→ **Supplied data**
__________________________________________________

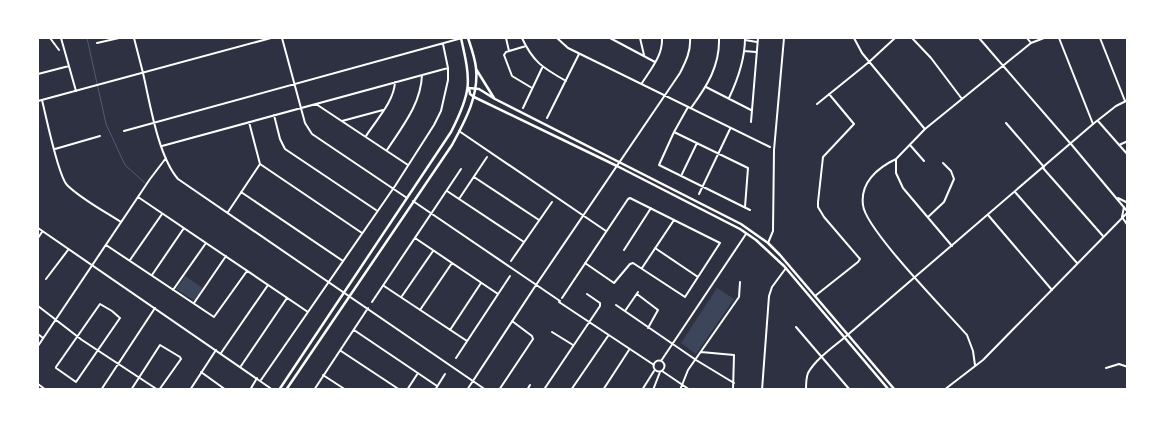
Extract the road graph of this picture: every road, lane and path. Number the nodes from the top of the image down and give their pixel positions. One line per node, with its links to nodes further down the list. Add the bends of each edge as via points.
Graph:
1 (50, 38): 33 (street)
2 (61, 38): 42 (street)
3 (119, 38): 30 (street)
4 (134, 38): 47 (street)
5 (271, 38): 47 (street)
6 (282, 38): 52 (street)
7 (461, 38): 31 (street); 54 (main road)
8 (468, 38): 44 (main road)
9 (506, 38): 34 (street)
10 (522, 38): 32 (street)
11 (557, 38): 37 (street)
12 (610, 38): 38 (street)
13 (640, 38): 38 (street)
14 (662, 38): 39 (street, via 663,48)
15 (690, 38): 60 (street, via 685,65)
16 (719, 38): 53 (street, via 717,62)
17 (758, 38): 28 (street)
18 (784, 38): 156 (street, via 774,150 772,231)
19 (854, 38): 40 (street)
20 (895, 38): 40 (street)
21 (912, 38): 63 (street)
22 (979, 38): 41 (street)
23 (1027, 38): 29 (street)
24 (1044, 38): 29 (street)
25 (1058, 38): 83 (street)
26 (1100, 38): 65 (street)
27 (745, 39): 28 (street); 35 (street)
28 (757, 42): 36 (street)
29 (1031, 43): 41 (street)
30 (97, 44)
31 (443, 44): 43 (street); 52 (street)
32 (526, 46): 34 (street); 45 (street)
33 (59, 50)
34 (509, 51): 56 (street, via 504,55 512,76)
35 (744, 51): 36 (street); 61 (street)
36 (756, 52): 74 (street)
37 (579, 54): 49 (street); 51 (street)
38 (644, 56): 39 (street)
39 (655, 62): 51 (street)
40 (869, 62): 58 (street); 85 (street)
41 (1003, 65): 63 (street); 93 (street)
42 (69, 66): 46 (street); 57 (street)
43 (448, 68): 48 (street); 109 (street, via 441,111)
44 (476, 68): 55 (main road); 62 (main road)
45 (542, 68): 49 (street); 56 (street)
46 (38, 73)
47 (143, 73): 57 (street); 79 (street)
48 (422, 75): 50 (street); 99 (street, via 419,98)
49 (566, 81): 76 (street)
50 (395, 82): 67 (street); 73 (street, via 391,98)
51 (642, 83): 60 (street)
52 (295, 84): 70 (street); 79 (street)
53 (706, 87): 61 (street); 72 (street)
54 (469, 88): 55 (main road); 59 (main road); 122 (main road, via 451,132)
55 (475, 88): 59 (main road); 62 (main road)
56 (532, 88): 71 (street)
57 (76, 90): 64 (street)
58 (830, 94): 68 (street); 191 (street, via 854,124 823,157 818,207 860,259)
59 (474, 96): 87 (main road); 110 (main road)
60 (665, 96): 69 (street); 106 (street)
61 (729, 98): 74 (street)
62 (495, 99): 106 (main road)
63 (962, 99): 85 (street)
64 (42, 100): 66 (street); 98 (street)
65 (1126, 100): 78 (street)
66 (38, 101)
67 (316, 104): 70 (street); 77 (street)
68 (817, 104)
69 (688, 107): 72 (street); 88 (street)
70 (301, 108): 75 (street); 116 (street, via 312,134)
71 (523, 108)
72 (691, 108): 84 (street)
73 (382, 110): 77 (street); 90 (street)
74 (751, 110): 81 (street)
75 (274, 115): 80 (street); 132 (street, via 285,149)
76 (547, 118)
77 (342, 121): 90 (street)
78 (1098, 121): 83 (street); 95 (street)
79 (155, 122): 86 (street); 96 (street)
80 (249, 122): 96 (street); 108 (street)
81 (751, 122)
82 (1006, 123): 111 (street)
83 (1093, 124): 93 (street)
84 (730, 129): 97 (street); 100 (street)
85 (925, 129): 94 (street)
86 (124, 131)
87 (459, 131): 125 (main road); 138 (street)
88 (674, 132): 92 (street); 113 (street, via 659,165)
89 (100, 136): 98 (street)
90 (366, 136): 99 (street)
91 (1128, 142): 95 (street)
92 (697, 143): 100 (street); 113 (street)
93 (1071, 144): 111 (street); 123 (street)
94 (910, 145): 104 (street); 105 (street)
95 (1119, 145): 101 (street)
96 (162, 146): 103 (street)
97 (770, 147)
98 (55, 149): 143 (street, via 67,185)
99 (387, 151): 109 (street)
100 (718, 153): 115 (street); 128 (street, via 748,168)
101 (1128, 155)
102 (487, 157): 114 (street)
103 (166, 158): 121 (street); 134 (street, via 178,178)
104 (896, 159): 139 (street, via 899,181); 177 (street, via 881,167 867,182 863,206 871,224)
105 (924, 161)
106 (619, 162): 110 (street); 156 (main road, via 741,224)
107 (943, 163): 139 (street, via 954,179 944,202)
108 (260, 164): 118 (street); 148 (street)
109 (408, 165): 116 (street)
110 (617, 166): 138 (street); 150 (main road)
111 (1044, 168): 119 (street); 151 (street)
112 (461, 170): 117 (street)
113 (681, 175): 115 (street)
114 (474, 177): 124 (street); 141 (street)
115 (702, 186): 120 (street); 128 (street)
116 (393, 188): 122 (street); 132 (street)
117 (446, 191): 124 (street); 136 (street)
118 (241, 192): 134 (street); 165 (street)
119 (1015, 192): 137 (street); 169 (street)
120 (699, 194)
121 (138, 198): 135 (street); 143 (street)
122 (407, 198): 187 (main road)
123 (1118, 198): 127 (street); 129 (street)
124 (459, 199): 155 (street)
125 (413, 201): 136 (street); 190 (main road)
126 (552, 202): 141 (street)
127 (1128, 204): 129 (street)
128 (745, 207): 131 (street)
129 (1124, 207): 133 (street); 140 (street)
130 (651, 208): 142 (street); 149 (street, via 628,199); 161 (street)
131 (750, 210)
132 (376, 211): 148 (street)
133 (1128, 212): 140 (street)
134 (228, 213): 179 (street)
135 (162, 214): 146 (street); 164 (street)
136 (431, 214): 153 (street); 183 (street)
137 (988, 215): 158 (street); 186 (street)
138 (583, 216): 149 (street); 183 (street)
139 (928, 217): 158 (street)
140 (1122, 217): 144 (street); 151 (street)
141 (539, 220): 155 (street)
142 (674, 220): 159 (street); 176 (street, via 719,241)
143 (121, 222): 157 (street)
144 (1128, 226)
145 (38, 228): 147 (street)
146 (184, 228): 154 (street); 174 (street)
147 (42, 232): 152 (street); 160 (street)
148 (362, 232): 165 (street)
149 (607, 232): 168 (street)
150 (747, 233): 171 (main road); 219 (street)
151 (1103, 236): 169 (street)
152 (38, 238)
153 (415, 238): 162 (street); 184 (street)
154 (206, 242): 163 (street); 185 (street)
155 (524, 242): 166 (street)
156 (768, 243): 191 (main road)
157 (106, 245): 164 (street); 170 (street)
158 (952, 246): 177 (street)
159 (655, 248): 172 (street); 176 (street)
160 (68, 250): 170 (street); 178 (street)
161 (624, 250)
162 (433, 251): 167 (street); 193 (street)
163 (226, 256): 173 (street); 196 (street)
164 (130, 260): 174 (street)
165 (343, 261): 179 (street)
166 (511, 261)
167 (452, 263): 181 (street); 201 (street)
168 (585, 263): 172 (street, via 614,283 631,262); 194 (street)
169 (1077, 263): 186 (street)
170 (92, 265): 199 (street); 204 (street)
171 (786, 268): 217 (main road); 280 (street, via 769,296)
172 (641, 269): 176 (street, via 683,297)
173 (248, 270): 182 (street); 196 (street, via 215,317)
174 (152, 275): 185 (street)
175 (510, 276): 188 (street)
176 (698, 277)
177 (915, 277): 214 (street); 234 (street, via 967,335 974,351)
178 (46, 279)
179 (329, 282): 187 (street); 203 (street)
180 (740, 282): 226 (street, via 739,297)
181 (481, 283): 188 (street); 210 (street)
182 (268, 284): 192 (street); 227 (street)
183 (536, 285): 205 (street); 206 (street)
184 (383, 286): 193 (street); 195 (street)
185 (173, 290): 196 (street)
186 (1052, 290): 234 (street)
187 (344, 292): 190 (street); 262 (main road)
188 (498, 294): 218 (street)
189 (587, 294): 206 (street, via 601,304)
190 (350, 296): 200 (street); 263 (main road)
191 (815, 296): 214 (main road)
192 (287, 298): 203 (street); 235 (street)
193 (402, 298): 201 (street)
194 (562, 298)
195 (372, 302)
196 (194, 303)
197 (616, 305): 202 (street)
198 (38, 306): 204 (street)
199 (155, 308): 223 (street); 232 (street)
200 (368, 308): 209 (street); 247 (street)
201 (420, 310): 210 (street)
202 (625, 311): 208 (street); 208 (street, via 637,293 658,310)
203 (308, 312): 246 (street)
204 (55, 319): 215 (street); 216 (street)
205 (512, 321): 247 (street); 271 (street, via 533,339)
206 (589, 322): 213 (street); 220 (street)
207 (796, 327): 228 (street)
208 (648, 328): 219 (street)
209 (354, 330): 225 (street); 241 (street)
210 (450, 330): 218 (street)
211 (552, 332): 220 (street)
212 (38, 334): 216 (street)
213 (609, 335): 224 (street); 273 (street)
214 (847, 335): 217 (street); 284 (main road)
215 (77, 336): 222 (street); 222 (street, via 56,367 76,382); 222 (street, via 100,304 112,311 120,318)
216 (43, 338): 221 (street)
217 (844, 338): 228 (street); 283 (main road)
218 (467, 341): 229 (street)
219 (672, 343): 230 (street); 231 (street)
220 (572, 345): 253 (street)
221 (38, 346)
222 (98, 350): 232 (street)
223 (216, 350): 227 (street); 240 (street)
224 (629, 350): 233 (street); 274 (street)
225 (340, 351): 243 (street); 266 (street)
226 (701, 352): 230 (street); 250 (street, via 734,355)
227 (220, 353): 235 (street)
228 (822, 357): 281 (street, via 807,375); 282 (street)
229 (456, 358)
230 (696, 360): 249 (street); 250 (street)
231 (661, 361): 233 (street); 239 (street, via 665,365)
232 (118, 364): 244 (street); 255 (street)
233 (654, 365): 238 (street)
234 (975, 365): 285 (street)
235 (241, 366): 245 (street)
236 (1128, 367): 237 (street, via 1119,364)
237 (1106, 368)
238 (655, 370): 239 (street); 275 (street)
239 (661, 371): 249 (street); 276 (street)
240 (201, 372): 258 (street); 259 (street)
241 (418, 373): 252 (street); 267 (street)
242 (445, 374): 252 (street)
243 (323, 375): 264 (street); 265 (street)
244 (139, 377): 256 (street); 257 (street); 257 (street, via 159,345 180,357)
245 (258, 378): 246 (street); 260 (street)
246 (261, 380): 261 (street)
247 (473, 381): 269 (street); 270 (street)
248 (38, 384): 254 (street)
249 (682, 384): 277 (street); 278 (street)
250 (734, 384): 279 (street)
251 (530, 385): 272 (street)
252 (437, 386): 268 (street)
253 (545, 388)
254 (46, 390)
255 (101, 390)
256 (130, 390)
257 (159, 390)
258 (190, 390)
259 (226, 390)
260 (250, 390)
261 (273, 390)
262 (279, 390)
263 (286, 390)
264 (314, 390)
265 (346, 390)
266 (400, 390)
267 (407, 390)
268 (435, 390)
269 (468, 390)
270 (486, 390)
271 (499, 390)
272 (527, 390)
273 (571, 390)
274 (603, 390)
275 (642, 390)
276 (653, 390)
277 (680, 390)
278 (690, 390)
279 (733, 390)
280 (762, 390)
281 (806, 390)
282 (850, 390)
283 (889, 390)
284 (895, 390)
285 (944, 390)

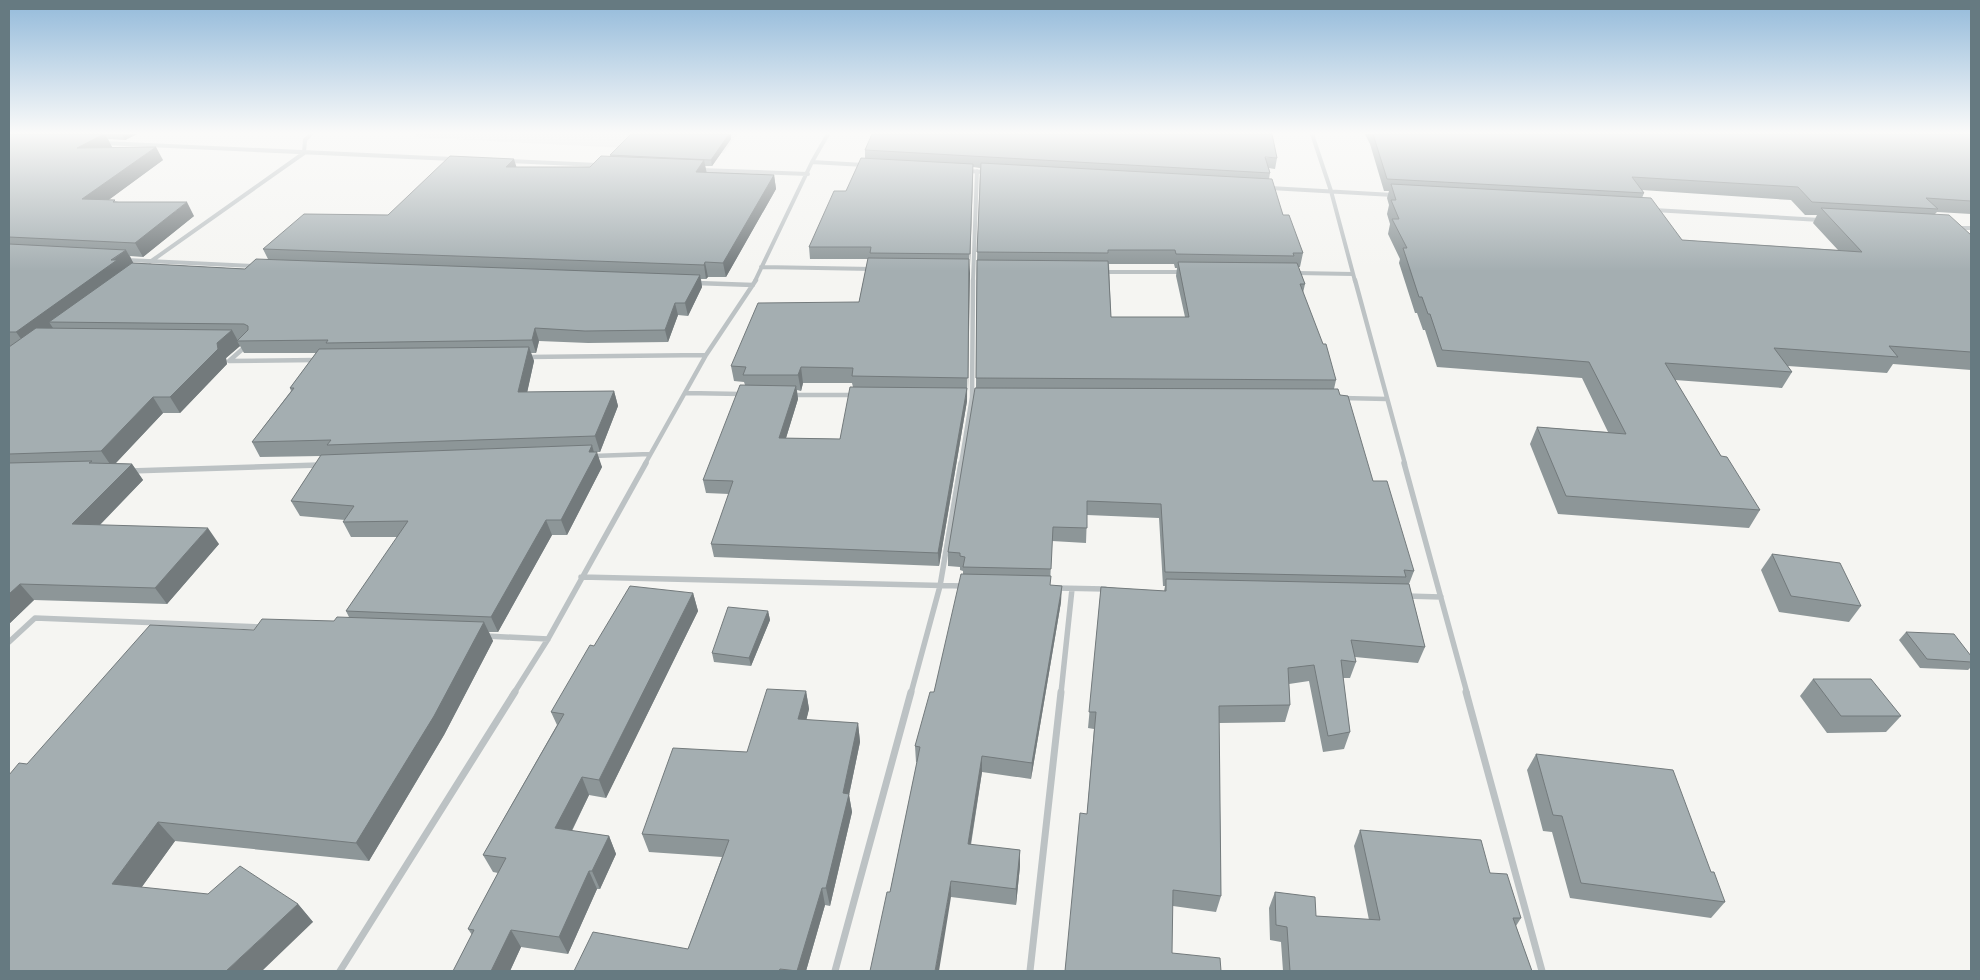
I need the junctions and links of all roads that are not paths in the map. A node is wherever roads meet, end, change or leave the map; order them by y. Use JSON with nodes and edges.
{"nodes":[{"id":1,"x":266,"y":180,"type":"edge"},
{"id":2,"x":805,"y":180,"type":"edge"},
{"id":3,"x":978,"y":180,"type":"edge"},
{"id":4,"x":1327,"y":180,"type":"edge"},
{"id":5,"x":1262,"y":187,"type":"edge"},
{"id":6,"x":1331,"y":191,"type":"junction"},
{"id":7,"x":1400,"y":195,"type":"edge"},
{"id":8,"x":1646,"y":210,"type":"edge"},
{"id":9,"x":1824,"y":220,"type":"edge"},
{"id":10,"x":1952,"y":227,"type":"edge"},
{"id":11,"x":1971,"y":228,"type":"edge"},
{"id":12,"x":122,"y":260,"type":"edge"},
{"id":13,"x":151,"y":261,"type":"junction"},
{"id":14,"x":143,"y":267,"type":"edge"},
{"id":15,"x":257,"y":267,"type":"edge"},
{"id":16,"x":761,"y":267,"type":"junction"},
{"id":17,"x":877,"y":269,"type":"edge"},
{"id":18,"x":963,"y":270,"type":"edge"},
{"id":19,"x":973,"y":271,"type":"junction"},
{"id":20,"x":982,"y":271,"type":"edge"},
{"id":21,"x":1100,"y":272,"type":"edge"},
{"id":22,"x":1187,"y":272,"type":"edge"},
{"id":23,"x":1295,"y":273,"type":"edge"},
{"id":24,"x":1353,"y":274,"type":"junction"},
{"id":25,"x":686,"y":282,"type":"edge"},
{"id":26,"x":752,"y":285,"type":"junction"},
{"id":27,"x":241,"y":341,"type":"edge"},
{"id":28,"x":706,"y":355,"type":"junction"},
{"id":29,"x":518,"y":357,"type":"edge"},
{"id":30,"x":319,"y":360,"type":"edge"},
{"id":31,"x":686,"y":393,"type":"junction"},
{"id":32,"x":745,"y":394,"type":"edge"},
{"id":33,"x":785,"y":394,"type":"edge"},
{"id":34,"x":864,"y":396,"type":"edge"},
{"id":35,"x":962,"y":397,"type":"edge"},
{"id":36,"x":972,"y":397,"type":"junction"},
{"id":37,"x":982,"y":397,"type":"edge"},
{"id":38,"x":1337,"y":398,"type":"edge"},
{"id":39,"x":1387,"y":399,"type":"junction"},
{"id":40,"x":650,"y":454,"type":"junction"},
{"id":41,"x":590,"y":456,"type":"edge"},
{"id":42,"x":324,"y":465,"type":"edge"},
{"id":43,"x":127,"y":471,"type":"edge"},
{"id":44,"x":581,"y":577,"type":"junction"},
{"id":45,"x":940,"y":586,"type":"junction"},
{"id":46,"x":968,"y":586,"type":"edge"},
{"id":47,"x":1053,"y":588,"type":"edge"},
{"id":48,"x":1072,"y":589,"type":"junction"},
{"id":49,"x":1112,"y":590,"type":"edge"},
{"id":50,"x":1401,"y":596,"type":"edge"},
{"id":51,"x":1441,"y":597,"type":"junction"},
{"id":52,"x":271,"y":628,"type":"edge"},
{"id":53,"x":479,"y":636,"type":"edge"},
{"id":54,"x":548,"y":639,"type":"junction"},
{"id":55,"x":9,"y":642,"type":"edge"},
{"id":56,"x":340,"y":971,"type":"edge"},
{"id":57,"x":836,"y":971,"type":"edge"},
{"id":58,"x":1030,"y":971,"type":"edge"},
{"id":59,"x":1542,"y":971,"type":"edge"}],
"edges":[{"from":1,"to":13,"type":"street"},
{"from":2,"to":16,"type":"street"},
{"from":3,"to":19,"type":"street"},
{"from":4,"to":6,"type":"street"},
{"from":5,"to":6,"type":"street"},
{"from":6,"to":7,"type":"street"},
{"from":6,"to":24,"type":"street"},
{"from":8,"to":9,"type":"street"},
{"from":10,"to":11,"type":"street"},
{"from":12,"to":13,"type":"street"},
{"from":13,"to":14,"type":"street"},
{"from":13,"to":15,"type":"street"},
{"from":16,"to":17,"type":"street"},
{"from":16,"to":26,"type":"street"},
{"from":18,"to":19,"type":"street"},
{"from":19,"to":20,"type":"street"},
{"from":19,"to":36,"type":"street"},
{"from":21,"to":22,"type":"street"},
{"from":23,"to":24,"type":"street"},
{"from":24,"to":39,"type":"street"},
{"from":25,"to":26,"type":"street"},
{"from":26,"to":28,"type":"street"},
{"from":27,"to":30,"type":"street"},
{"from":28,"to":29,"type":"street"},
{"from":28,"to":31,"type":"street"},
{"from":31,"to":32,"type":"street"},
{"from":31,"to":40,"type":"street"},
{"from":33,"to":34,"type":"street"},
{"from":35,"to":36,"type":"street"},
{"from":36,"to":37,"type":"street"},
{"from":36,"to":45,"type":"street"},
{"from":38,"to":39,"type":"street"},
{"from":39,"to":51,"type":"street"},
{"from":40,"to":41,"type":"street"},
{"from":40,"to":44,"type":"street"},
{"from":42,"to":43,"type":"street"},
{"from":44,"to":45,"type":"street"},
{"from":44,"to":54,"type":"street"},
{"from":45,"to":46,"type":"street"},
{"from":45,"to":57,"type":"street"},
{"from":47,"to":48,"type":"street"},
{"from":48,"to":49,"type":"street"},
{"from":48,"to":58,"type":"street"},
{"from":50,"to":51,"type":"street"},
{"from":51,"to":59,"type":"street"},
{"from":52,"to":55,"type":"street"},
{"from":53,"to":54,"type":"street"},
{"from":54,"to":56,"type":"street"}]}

__________________________________________________

→ **Task**
Go through the material line by line, tally each line containing "edges", and give the total only.

→ **Answer for the task**
2